Nel dibattito pubblico, decisioni di questo tipo vengono spesso discusse e interpretate, ma in termini giuridici rientrano nelle facoltà previste dall’ordinamento. La posizione espressa dalla legale, così come rilanciata in tv, punta a ribadire che la scelta non costituisce un’anomalia ma un’opzione difensiva consentita.
Il contesto investigativo: nuovi accertamenti e attenzione sugli atti
Le parole dell’avvocata e gli estratti dell’audizione si inseriscono in una fase in cui la Procura di Pavia continua a lavorare sui nuovi elementi raccolti. Il caso, proprio per la sua rilevanza e per le discussioni che ha generato nel tempo, resta oggetto di una costante attenzione mediatica, con la diffusione di stralci e il commento di esperti, programmi di approfondimento e cronaca.
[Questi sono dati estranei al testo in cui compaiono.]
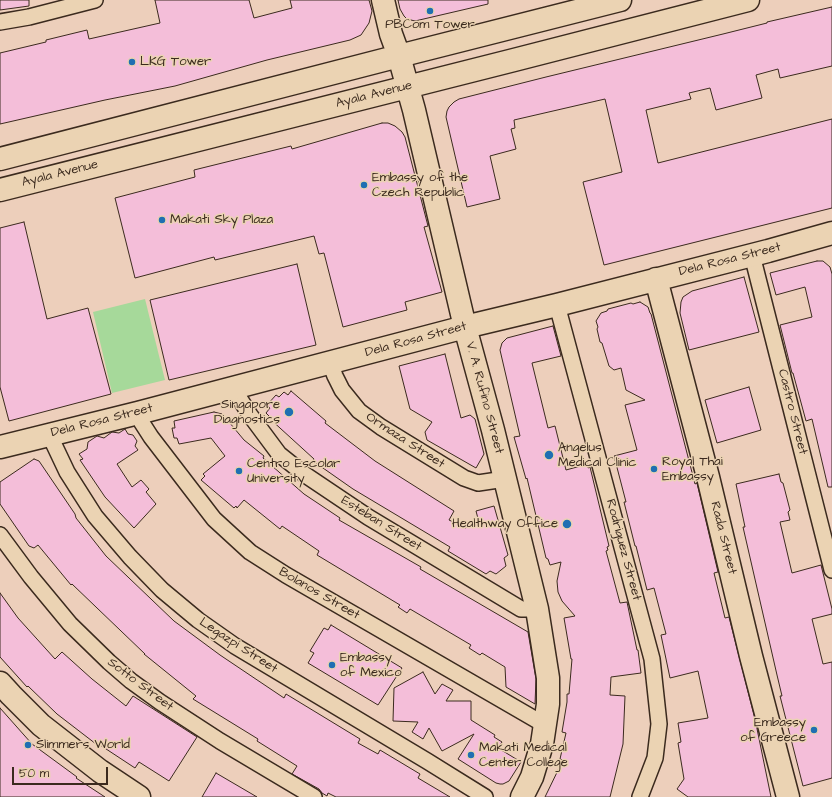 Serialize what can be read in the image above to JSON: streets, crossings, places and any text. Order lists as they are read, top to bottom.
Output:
{
  "streets": {
    "street": [
      "Ayala Avenue",
      "Dela Rosa Street",
      "V. A. Rufino Street",
      "Castro Street",
      "Ormaza Street",
      "Esteban Street",
      "Rada Street",
      "Rodriguez Street",
      "Bolanos Street",
      "Legazpi Street",
      "Sotto Street"
    ]
  },
  "crossings": [
    ["Ayala Avenue", "V. A. Rufino Street"],
    ["Dela Rosa Street", "V. A. Rufino Street"],
    ["Dela Rosa Street", "Castro Street"],
    ["Dela Rosa Street", "Ormaza Street"],
    ["Dela Rosa Street", "Esteban Street"],
    ["Dela Rosa Street", "Rada Street"],
    ["Dela Rosa Street", "Rodriguez Street"],
    ["Dela Rosa Street", "Bolanos Street"],
    ["Dela Rosa Street", "Legazpi Street"],
    ["V. A. Rufino Street", "Ormaza Street"],
    ["V. A. Rufino Street", "Esteban Street"],
    ["V. A. Rufino Street", "Bolanos Street"]
  ],
  "places": [
    "PBCom Tower",
    "LKG Tower",
    "Embassy of the Czech Republic",
    "Makati Sky Plaza",
    "Singapore Diagnostics",
    "Angelus Medical Clinic",
    "Royal Thai Embassy",
    "Centro Escolar University",
    "Healthway Office",
    "Embassy of Mexico",
    "Embassy of Greece",
    "Slimmers World",
    "Makati Medical Center College"
  ],
  "scale_bar": "50 m"
}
Da quanto emerso in trasmissione, l’interesse degli inquirenti sembra concentrarsi su ricostruzioni puntuali: l’uso degli ambienti della casa, le persone che li hanno frequentati, le consuetudini familiari e i ricordi dei testimoni diretti. Si tratta di tasselli che, letti singolarmente, possono apparire limitati, ma che in un’indagine complessa assumono valore nel momento in cui vengono incrociati con altri dati e verifiche.
Resta centrale, infine, l’aspetto temporale: testimonianze rese a molti anni dai fatti possono presentare inevitabili zone d’ombra. Proprio per questo, la ricostruzione procede attraverso domande ripetute, richieste di puntualizzazione e controlli incrociati, con l’obiettivo di consolidare quanto è verificabile e distinguere ciò che è certo da ciò che è soltanto possibile.
Al momento, l’inchiesta prosegue e il confronto tra accusa e difesa resta acceso, come spesso accade nei casi di grande impatto mediatico. Eventuali sviluppi dipenderanno dagli esiti delle attività investigative in corso e dalle valutazioni dell’autorità giudiziaria sui nuovi elementi acquisiti.